Your objective:
Please find how many lines of the data contain the string "Bridge", and respond with that number only.

(Stored items)

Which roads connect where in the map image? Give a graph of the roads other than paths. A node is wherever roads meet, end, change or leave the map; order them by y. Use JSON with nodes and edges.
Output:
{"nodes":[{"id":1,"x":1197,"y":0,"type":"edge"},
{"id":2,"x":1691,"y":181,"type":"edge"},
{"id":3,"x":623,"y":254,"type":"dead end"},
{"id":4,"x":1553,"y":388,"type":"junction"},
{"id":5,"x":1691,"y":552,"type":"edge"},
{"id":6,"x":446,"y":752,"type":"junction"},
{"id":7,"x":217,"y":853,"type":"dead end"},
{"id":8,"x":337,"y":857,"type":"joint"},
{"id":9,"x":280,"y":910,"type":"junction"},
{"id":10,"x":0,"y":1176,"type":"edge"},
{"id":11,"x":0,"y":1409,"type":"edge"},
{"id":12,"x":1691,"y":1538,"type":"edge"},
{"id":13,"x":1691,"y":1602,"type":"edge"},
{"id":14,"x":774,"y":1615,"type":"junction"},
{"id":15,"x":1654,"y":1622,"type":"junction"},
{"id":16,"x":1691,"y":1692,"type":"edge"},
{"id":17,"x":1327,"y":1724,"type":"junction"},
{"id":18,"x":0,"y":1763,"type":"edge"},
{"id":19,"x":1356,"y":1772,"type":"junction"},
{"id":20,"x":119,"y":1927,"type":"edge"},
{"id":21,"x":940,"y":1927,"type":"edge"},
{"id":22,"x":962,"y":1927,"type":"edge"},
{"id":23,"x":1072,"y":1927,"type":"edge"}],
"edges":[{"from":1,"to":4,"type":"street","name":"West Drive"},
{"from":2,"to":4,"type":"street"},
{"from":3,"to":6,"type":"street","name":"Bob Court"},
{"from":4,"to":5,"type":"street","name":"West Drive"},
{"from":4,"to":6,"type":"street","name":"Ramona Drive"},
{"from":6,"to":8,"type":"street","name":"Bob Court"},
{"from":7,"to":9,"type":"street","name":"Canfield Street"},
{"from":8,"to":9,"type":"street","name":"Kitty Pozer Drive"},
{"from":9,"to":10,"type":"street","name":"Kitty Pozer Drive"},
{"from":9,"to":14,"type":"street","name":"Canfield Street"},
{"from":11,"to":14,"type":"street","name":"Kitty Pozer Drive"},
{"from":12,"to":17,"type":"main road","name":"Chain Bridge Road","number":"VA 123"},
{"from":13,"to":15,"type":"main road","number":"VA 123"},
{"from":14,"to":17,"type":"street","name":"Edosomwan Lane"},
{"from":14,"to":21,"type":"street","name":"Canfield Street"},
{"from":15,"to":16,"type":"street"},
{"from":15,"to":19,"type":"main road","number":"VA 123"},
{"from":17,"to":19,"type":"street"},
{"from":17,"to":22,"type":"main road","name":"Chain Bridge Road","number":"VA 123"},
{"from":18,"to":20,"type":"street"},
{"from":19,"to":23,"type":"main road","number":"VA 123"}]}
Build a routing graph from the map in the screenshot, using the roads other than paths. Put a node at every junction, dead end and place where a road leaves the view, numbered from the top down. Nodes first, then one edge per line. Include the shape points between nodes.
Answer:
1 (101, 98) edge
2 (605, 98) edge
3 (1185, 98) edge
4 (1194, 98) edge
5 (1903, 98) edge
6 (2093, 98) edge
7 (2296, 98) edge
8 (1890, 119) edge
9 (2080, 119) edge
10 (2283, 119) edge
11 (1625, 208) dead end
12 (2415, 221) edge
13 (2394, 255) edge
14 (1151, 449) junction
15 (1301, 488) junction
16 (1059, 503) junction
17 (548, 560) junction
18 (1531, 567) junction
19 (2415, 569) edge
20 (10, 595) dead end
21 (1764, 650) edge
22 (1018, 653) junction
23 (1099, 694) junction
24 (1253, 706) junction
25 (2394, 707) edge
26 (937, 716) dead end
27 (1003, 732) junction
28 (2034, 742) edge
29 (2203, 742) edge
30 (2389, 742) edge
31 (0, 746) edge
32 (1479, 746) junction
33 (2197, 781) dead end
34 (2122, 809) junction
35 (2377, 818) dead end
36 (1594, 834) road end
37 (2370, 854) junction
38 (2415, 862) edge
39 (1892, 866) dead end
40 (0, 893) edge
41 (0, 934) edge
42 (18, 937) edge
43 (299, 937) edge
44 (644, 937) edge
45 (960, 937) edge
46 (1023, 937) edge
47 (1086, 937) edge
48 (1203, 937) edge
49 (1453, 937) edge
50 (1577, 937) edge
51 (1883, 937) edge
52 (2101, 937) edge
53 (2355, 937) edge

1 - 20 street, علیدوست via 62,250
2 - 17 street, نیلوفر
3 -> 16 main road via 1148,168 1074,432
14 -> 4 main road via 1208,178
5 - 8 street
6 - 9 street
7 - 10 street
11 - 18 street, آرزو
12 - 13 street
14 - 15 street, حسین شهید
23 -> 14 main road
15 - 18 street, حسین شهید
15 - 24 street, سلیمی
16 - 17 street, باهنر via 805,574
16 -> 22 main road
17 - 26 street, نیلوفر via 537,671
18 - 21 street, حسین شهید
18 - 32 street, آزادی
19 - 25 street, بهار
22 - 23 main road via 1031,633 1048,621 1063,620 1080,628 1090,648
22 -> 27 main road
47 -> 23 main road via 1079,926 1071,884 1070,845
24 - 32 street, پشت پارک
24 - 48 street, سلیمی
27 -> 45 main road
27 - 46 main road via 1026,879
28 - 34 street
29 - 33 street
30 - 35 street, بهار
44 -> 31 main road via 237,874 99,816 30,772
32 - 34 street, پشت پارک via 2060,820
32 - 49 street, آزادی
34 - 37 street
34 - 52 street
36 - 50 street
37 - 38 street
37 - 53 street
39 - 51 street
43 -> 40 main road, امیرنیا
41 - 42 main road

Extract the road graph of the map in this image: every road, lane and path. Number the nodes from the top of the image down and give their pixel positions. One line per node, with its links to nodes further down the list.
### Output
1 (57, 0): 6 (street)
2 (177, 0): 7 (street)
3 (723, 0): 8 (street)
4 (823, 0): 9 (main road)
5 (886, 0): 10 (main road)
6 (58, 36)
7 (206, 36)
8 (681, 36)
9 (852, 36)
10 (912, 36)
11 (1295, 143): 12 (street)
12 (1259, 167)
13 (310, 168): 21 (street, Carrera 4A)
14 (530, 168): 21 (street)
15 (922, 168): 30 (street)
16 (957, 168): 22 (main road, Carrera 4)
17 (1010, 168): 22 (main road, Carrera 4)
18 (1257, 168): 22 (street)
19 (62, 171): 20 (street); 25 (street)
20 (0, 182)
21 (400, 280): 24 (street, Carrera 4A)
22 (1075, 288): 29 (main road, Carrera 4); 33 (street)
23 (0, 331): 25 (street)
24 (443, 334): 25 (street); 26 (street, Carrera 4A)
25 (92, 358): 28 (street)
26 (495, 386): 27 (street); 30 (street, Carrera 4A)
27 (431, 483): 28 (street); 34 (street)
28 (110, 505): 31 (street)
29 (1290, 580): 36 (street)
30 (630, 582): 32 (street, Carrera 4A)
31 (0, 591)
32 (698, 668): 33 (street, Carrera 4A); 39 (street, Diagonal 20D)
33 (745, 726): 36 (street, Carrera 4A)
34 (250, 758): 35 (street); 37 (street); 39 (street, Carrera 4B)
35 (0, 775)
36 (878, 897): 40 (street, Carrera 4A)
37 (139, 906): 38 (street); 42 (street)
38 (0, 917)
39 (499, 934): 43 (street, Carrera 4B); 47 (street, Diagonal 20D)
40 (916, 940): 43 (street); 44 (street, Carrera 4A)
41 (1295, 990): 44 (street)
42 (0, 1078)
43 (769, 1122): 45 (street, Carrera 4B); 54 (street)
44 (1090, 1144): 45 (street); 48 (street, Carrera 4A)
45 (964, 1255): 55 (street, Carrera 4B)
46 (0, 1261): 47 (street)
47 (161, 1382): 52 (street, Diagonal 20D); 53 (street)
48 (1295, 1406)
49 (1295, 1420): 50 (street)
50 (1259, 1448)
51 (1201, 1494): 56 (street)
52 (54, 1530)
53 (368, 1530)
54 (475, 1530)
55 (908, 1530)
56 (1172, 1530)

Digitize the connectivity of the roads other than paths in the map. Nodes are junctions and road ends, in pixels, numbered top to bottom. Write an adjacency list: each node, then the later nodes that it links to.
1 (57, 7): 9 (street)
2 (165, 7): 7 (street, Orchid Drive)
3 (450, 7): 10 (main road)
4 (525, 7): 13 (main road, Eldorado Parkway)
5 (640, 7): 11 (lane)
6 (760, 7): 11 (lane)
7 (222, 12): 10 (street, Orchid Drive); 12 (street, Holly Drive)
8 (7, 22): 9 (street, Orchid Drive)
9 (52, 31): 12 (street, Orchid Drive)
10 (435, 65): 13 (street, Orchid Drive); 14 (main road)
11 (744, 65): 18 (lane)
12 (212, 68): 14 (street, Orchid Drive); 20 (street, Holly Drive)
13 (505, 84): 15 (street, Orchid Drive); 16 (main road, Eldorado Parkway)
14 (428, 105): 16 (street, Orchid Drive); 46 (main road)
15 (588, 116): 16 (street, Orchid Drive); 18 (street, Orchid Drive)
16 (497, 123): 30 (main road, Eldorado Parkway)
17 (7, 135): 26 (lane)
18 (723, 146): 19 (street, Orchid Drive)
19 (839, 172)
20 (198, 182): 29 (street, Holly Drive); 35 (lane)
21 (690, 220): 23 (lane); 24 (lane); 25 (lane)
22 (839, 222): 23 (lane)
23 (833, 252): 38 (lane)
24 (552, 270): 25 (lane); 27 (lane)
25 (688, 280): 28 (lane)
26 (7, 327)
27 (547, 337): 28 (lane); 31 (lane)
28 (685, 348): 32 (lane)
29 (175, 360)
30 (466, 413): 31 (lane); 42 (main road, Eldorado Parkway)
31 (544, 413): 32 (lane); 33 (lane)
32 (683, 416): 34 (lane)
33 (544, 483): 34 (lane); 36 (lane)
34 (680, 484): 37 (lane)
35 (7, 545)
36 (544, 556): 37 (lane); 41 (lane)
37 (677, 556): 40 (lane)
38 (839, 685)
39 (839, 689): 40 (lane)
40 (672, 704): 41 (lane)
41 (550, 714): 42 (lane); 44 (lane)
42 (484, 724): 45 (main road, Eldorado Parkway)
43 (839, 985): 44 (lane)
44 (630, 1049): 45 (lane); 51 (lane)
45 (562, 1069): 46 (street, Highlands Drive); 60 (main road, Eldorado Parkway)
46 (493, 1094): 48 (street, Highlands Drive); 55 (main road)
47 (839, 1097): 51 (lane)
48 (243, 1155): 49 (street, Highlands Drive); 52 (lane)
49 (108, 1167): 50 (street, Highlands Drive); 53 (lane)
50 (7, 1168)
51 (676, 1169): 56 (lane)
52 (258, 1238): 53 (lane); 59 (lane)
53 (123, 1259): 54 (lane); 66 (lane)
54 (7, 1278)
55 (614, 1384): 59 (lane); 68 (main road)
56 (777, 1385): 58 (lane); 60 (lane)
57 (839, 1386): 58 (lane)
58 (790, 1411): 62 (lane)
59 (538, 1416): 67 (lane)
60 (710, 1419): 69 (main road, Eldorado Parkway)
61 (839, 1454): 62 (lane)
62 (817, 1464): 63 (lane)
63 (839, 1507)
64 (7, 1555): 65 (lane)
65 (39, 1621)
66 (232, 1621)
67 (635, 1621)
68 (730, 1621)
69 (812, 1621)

Answer to the exercise:
2